In January, the pope faced controversy when he decided to reinstate four excommunicated bishops, one of whom, Bishop Richard Williamson, was a Holocaust denier. Israel’s Yad Vashem Holocaust memorial (where the pope gave his May 11 speech) and the Simon Wiesenthal Center spoke out against the Pope’s decision. PBS NewsHour reports that in addition, the reinstatement caused the “top religious authority” in Israel to “seve[r] ties with the Vatican and cance[l] an upcoming visit to Rome.” Commentators for NewsHour suggested at the time that the May trip would give Benedict the opportunity to repair relations.

Other leaders of the Catholic Church were also displeased with Bishop Williamson’s reinstatement. Cardinal Walter Kasper, the director of the Pontifical Council for Promoting Christian Unity, said he was not consulted, and one priest said the pope was out of touch with the real world.

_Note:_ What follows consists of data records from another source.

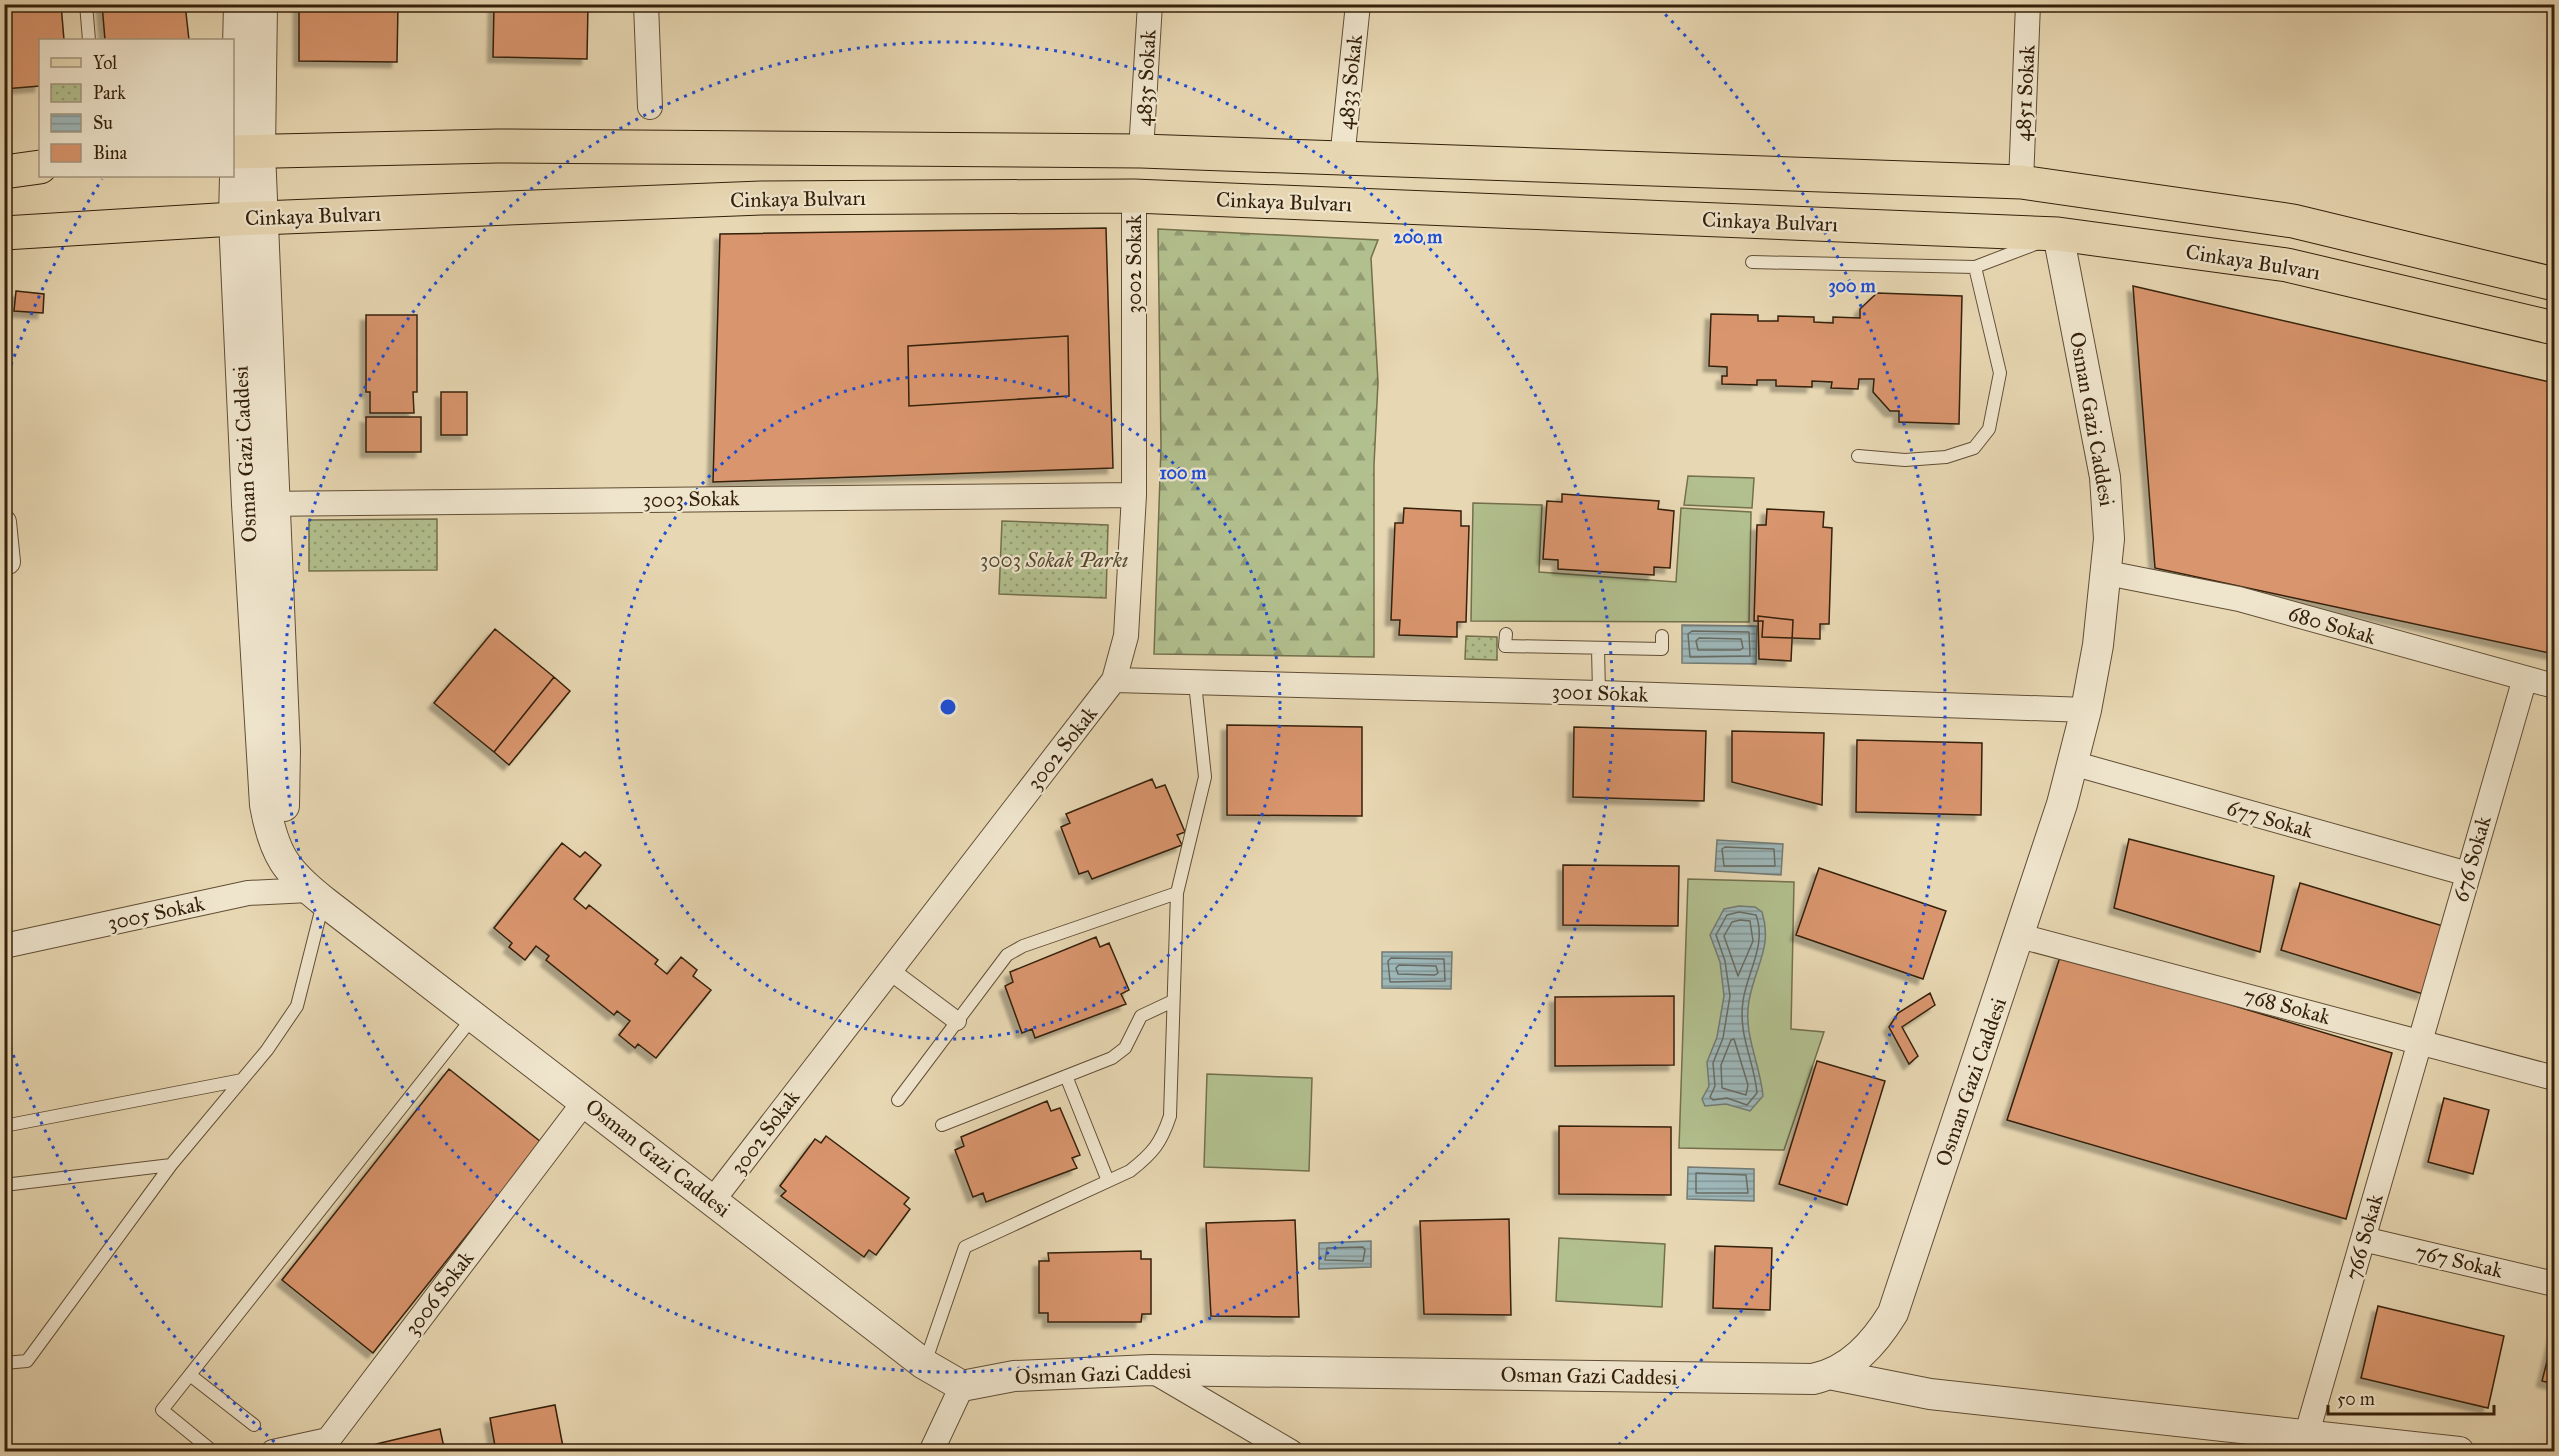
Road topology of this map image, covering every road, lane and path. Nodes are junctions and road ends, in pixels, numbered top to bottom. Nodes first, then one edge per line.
1 (86, 4) edge
2 (239, 4) edge
3 (262, 4) edge
4 (646, 4) edge
5 (1150, 4) edge
6 (1358, 4) edge
7 (2028, 4) edge
8 (89, 39) edge
9 (650, 107) dead end
10 (1141, 151) junction
11 (242, 152) edge
12 (1342, 159) junction
13 (39, 167) edge
14 (4, 172) edge
15 (2021, 182) junction
16 (1134, 196) junction
17 (249, 219) junction
18 (4, 233) edge
19 (2058, 234) junction
20 (1752, 262) dead end
21 (1975, 267) junction
22 (2554, 284) edge
23 (2554, 328) edge
24 (1858, 456) dead end
25 (1134, 495) junction
26 (261, 504) junction
27 (4, 522) edge
28 (6, 563) edge
29 (2107, 573) junction
30 (1506, 634) dead end
31 (1662, 636) dead end
32 (1598, 648) junction
33 (2525, 678) junction
34 (1114, 680) junction
35 (1195, 683) junction
36 (2554, 686) edge
37 (1599, 693) junction
38 (2086, 710) junction
39 (2072, 763) junction
40 (2468, 874) junction
41 (1177, 892) junction
42 (318, 897) junction
43 (2020, 936) junction
44 (4, 946) edge
45 (889, 970) junction
46 (1173, 1001) junction
47 (474, 1016) junction
48 (957, 1021) junction
49 (2420, 1041) junction
50 (1066, 1076) junction
51 (2554, 1078) edge
52 (242, 1080) junction
53 (898, 1100) dead end
54 (585, 1101) junction
55 (942, 1125) dead end
56 (4, 1126) edge
57 (171, 1164) junction
58 (1108, 1181) junction
59 (4, 1185) edge
60 (713, 1200) junction
61 (2363, 1239) junction
62 (2554, 1284) edge
63 (4, 1363) edge
64 (924, 1364) junction
65 (1151, 1370) junction
66 (190, 1375) junction
67 (1834, 1375) junction
68 (962, 1386) junction
69 (254, 1425) dead end
70 (2307, 1433) junction
71 (211, 1450) edge
72 (273, 1452) edge
73 (931, 1452) edge
74 (1291, 1452) edge
75 (2459, 1452) edge

1 - 8 lane
2 - 11 street, Osman Gazi Caddesi
3 - 11 street, Osman Gazi Caddesi
4 - 9 street
5 - 10 street, 4835 Sokak
6 - 12 street, 4833 Sokak
7 - 15 street, 4851 Sokak
10 - 11 main road
10 - 12 main road
11 - 17 street, Osman Gazi Caddesi
12 - 15 main road
13 - 14 main road
15 - 22 main road
16 - 17 main road, Cinkaya Bulvarı
16 - 19 main road, Cinkaya Bulvarı
16 - 25 street, 3002 Sokak
17 - 18 main road, Cinkaya Bulvarı
17 - 26 street, Osman Gazi Caddesi
19 - 21 lane
19 - 23 main road, Cinkaya Bulvarı
19 - 29 street, Osman Gazi Caddesi
20 - 21 lane
21 - 24 lane
25 - 26 street, 3003 Sokak
25 - 34 street, 3002 Sokak
26 - 42 street, Osman Gazi Caddesi
27 - 28 street
29 - 33 street, 680 Sokak
29 - 38 street, Osman Gazi Caddesi
30 - 32 lane
31 - 32 lane
32 - 37 lane
33 - 36 street, 680 Sokak
33 - 40 street, 676 Sokak
34 - 35 street, 3001 Sokak
34 - 45 street, 3002 Sokak
35 - 37 street, 3001 Sokak
35 - 41 lane
37 - 38 street, 3001 Sokak
38 - 39 street, Osman Gazi Caddesi
39 - 40 street, 677 Sokak
39 - 43 street, Osman Gazi Caddesi
40 - 49 street, 676 Sokak
41 - 46 lane
41 - 48 lane
42 - 44 street, 3005 Sokak
42 - 47 street, Osman Gazi Caddesi
42 - 52 lane
43 - 49 street, 768 Sokak
43 - 67 street, Osman Gazi Caddesi
45 - 48 street
45 - 60 street, 3002 Sokak
46 - 50 lane
46 - 58 lane
47 - 54 street, Osman Gazi Caddesi
47 - 66 lane
48 - 53 lane
49 - 51 street, 768 Sokak
49 - 61 street, 766 Sokak
50 - 55 lane
50 - 58 lane
52 - 56 lane
52 - 57 lane
54 - 60 street, Osman Gazi Caddesi
54 - 72 street, 3006 Sokak
57 - 59 lane
57 - 63 lane
58 - 64 lane
60 - 64 street, Osman Gazi Caddesi
61 - 62 street, 767 Sokak
61 - 70 street, 766 Sokak
64 - 68 street, Osman Gazi Caddesi
65 - 67 street, Osman Gazi Caddesi
65 - 68 street, Osman Gazi Caddesi
65 - 74 street
66 - 69 lane
66 - 71 lane
67 - 70 street
68 - 73 street
70 - 75 street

Related Topic: Pope John Paul II in Israel

The Israel Ministry of Foreign Affairs has reprinted a series of news excerpts from when Benedict’s predecessor, Pope John Paul II, visited Israel in 2000. In one such piece, Abraham Rabinovich of the Jerusalem Post said that after 2000 years of animosity, Christian-Jewish relations were significantly altered and tensions relaxed by the pope’s visit.

When he visited the Holocaust Memorial, although he did not formally apologize, Jews were “moved to tears” by Pope John Paul II’s words, the History Place reports. He said, “We wish to remember. But we wish to remember for a purpose, namely to ensure that never again will evil prevail, as it did for the millions of innocent victims of Nazism.”